Piyasalar

Sokağa Çıkmak mı?

Punto:

"Sokağa döküleceklermiş, ya siz 15 Temmuz'u görmediniz mi? Cumhur ittifakı sizi gideceğiniz yere kadar süpürecektir."

Bir Cumhurbaşkanı asla bu sözleri söylemez.

Bir defa kimse kimseyi sokağa çağırmıyor.Ne Sayın Akşener'in, ne de sayın Kılıçdaroğlu'nun ağzından böyle bir laf çıkmadı. Tam aksine her iki lider de, daha sert muhalefet çağrılarına daima ihtiyatla yaklaştılar,eleştirileri göze alarak toplumu germeyecek bir tutum izlediler.
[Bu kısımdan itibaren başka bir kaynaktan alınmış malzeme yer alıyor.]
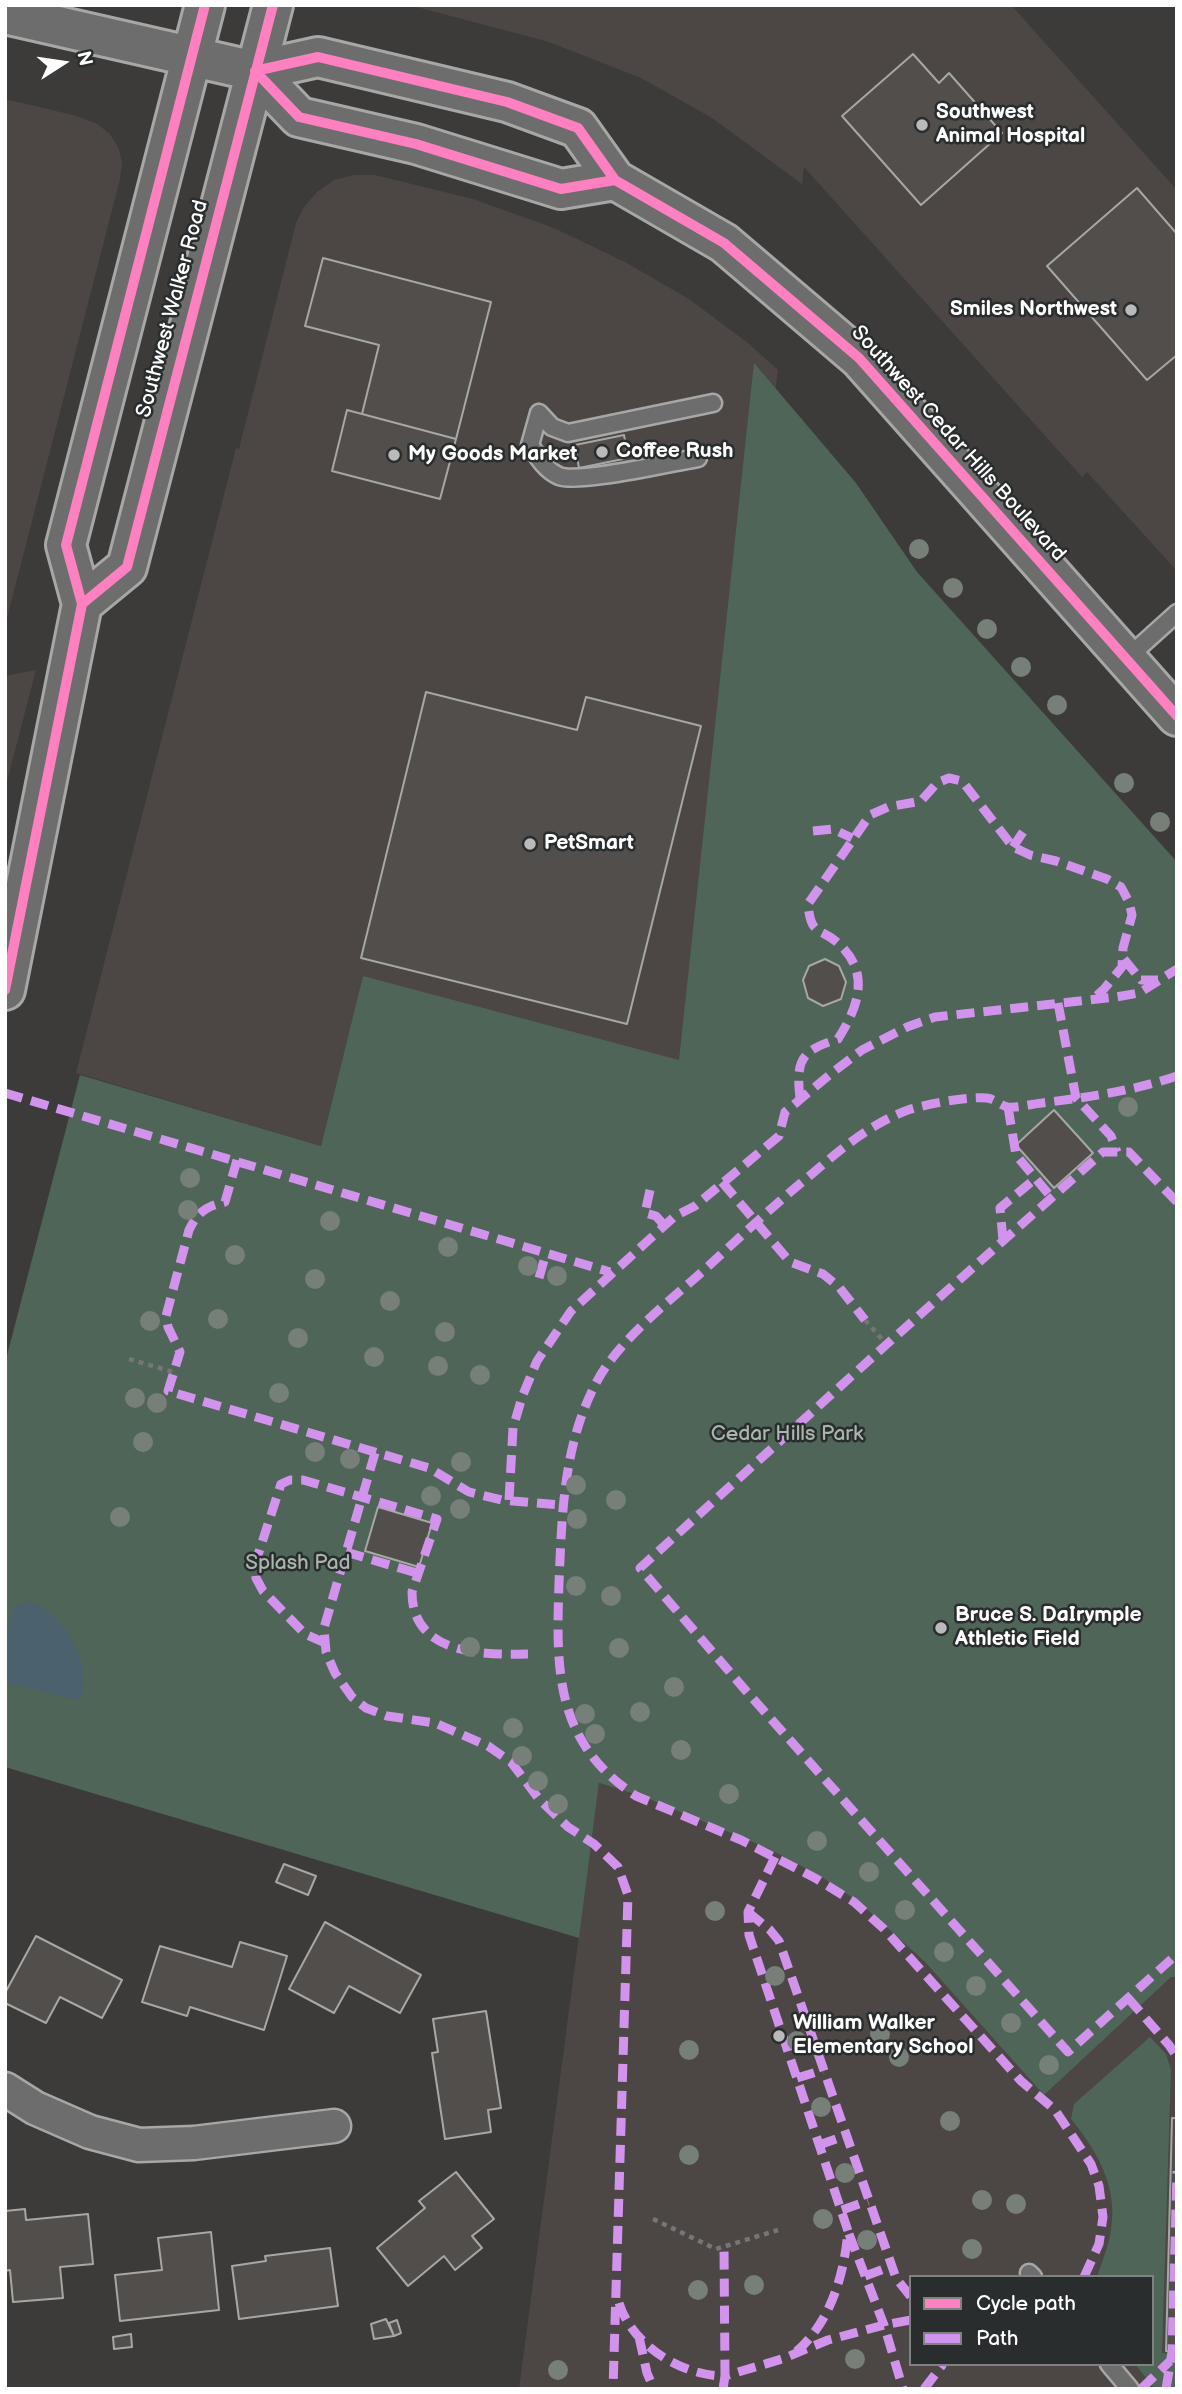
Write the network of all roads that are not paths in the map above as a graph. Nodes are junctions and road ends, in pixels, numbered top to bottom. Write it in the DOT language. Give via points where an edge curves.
graph roads {
  1 [pos="205,5"];
  2 [pos="273,5"];
  3 [pos="5,14"];
  4 [pos="191,57"];
  5 [pos="255,71"];
  6 [pos="615,180"];
  7 [pos="713,403"];
  8 [pos="698,458"];
  9 [pos="82,604"];
  10 [pos="1177,613"];
  11 [pos="1126,659"];
  12 [pos="1177,716"];
  13 [pos="5,990"];
  14 [pos="5,2089"];
  15 [pos="334,2126"];
  16 [pos="1111,2366"];
  17 [pos="1130,2389"];
  1 -- 4 [label="main road, Southwest Walker Road"];
  2 -- 5 [label="main road, Southwest Walker Road"];
  3 -- 4 [label="main road, Southwest Cedar Hills Boulevard"];
  4 -- 5 [label="main road, Southwest Cedar Hills Boulevard"];
  4 -- 9 [label="main road, Southwest Walker Road" via="66,545"];
  5 -- 6 [label="main road" via="299,117 416,144 561,189"];
  5 -- 6 [label="main road, Southwest Cedar Hills Boulevard" via="318,57 508,102 578,128"];
  5 -- 9 [label="main road, Southwest Walker Road" via="127,567"];
  6 -- 11 [label="main road, Southwest Cedar Hills Boulevard" via="724,243 859,358"];
  7 -- 8 [label="lane" via="568,433 552,427 539,413 530,445 541,464 560,476 582,478"];
  9 -- 13 [label="main road, Southwest Walker Road"];
  10 -- 11 [label="lane"];
  11 -- 12 [label="main road, Southwest Cedar Hills Boulevard"];
  14 -- 15 [label="street" via="90,2132 139,2145"];
  16 -- 17 [label="lane"];
}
Sokak,  kaybetme korkusu taşıyanların son umudu ve sığınağıdır. Bütün göstergeler muhalefetin kazanacağını ve aranın giderek açıldığını gösteriyor. Son emekli zamlarından sonra millet ittifakının ipi göğüslemesi neredeyse  kesinleşti. Çünkü Türkiye'de 9.3 milyon emekli, 3.9 milyon dul,yetim maaşı alan insan var. AKP'nin en önemli oy depolarından biri bu toplum kesimiydi. Ekonomik kriz en çok bu kesimi ezdi. Emekli maaşlarına yapılan zammın beklentilerin altında olması bu adı konmamış ittifakı bozdu. Çok büyük bir sürpriz olmadığı takdirde iktidardan kopuşlar sürecektir. O sürpriz, ancak sokağın karışması, kaos endişesi ile vatandaşın kötü yönetimi iç karışıklığa tercih etmesi olabilir. Muhalefet sokağı karıştıracak araç ve imkanlara sahip değil. Böyle bir ihtiyacı da yok. Sokağı karıştırmak, kim kaybediyorsa ondan beklenir.
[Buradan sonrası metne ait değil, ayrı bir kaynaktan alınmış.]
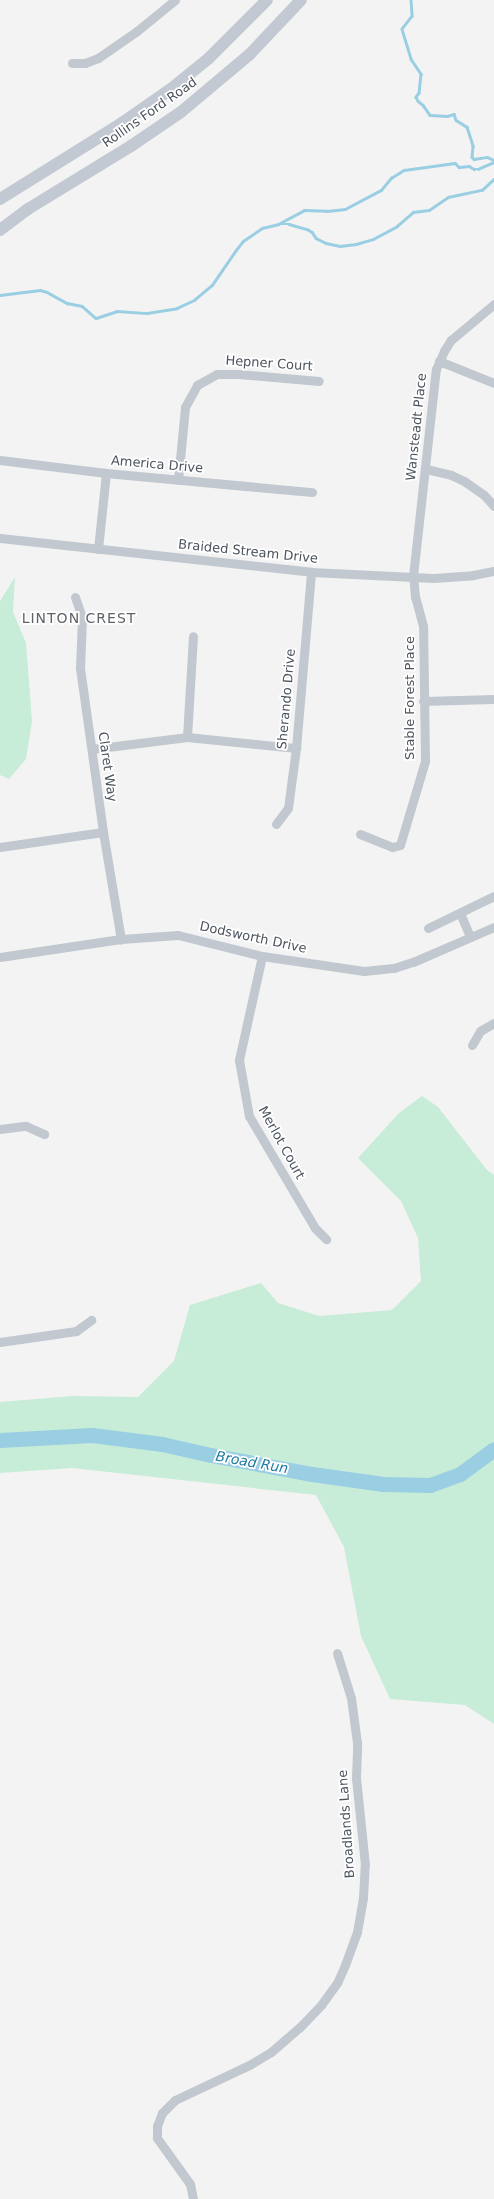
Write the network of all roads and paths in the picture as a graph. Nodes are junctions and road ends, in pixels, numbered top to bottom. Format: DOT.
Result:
graph roads {
  1 [pos="175,0"];
  2 [pos="267,0"];
  3 [pos="301,0"];
  4 [pos="72,63"];
  5 [pos="0,199"];
  6 [pos="0,230"];
  7 [pos="494,304"];
  8 [pos="439,361"];
  9 [pos="319,381"];
  10 [pos="494,383"];
  11 [pos="0,460"];
  12 [pos="426,469"];
  13 [pos="106,473"];
  14 [pos="178,480"];
  15 [pos="312,492"];
  16 [pos="494,506"];
  17 [pos="0,538"];
  18 [pos="98,549"];
  19 [pos="494,571"];
  20 [pos="311,572"];
  21 [pos="413,576"];
  22 [pos="75,597"];
  23 [pos="193,636"];
  24 [pos="494,698"];
  25 [pos="423,700"];
  26 [pos="187,737"];
  27 [pos="296,748"];
  28 [pos="92,749"];
  29 [pos="276,824"];
  30 [pos="103,832"];
  31 [pos="360,834"];
  32 [pos="0,847"];
  33 [pos="494,896"];
  34 [pos="460,913"];
  35 [pos="494,927"];
  36 [pos="428,928"];
  37 [pos="470,937"];
  38 [pos="122,939"];
  39 [pos="262,956"];
  40 [pos="0,957"];
  41 [pos="494,1023"];
  42 [pos="472,1046"];
  43 [pos="0,1129"];
  44 [pos="44,1134"];
  45 [pos="326,1239"];
  46 [pos="91,1320"];
  47 [pos="0,1342"];
  48 [pos="337,1653"];
  49 [pos="193,2199"];
  1 -- 4 [label="street"];
  2 -- 5 [label="main road, Rollins Ford Road"];
  3 -- 6 [label="main road, Rollins Ford Road"];
  7 -- 8 [label="street, Wansteadt Place"];
  8 -- 10 [label="street"];
  8 -- 12 [label="street, Wansteadt Place"];
  9 -- 14 [label="street, Hepner Court"];
  11 -- 13 [label="street, America Drive"];
  12 -- 16 [label="street"];
  12 -- 21 [label="street, Wansteadt Place"];
  13 -- 14 [label="street, America Drive"];
  13 -- 18 [label="street"];
  14 -- 15 [label="street, America Drive"];
  17 -- 18 [label="street, Braided Stream Drive"];
  18 -- 20 [label="street, Braided Stream Drive"];
  19 -- 21 [label="street, Braided Stream Drive"];
  20 -- 21 [label="street, Braided Stream Drive"];
  20 -- 27 [label="street, Sherando Drive"];
  21 -- 25 [label="street, Stable Forest Place"];
  22 -- 28 [label="street, Claret Way"];
  23 -- 26 [label="street"];
  24 -- 25 [label="street"];
  25 -- 31 [label="street, Stable Forest Place"];
  26 -- 27 [label="street"];
  26 -- 28 [label="street"];
  27 -- 29 [label="street, Sherando Drive"];
  28 -- 30 [label="street, Claret Way"];
  30 -- 32 [label="street"];
  30 -- 38 [label="street, Claret Way"];
  33 -- 34 [label="street"];
  34 -- 36 [label="street"];
  34 -- 37 [label="street"];
  35 -- 37 [label="street, Dodsworth Drive"];
  37 -- 39 [label="street, Dodsworth Drive"];
  38 -- 39 [label="street, Dodsworth Drive"];
  38 -- 40 [label="street, Dodsworth Drive"];
  39 -- 45 [label="street, Merlot Court"];
  41 -- 42 [label="street"];
  43 -- 44 [label="street"];
  46 -- 47 [label="street"];
  48 -- 49 [label="street, Broadlands Lane"];
}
15 Temmuz dayanışması ne sn Erdoğan, ne AKP içindi. Sokağa çıkanlar milletin devleti cemaat devleti olmasın diye sokağa çıktılar. Sahiplendikleri şey, şu veya bu parti değil, demokrasiydi. Lakin sahip çıktıkları demokrasi usul usul  tahrip edildi, cemaat devleti gelmedi ama onun yerini -şahsımın devleti- aldı. Bir kişinin hırs ve zaafları bir milletin kaderi oldu.O tarihte Cumhur ittifakı değil, Türkiye ittifakı vardı. Erdoğan'ın kullandığı kutuplaştırıcı dil, o dayanışma ruhunu dağıttı, demokrasiye sahip çıkanlar da her partilisiyle Türk milletiydi.

Ortada fol yok, yumurta yokken sokağa dökülmekten bahsetmek minareyi çalmadan kılıfı hazırlamak olarak da anlaşılabilir. Böyle bir beklentiye toplumu hazırlamak, bir şeyin kendisinden önce algısını oluşturmak anlamına gelir.İktidar yol vermedikçe kitlesel çapta bir sokak hareketi söz konusu olamaz.

CB bu sözleri, gittikçe derinleşen ekonomik kriz ve kötü yönetime karşı oluşabilecek kitlesel tepkilerin önüne geçmek için de söylemiş olabilir.  Çünkü kriz derinleştikçe sosyal patlama ihtimali artar. Bugün iktidara karşı ciddi bir hoşnutsuzluk var. İktidardan beslenenlerin dışında kimse mevcut politikaları savunamıyor. Vatandaş iktidarın gitmesini isterken, iktidar yerinde kalmak için direniyor. Erdoğan bu gerilimi korku salarak bastırmak istemiş olabilir.

Öyle veya böyle sokak hiç bir şeyin çaresi değildir. Sokak edebiyatı, sokağa teşvik eder. Cumhurbaşkanlığı makamı halkı kucaklama makamıdır. Tek adam düzenine kadar da böyleydi.Sistem değişikliği ile birlikte bu özelliğini yitirerek bir parti organı haline geldi. Muhalefet, bütün kamuoyu araştırmalarında önde gidiyor. Bu bilinçle de sorumlu davranıyor, agresif bir dil kullanmıyor.Kazanacağı bir seçimi niçin sokağa feda etsin.Sokak kaybedenlerin sığınağıdır.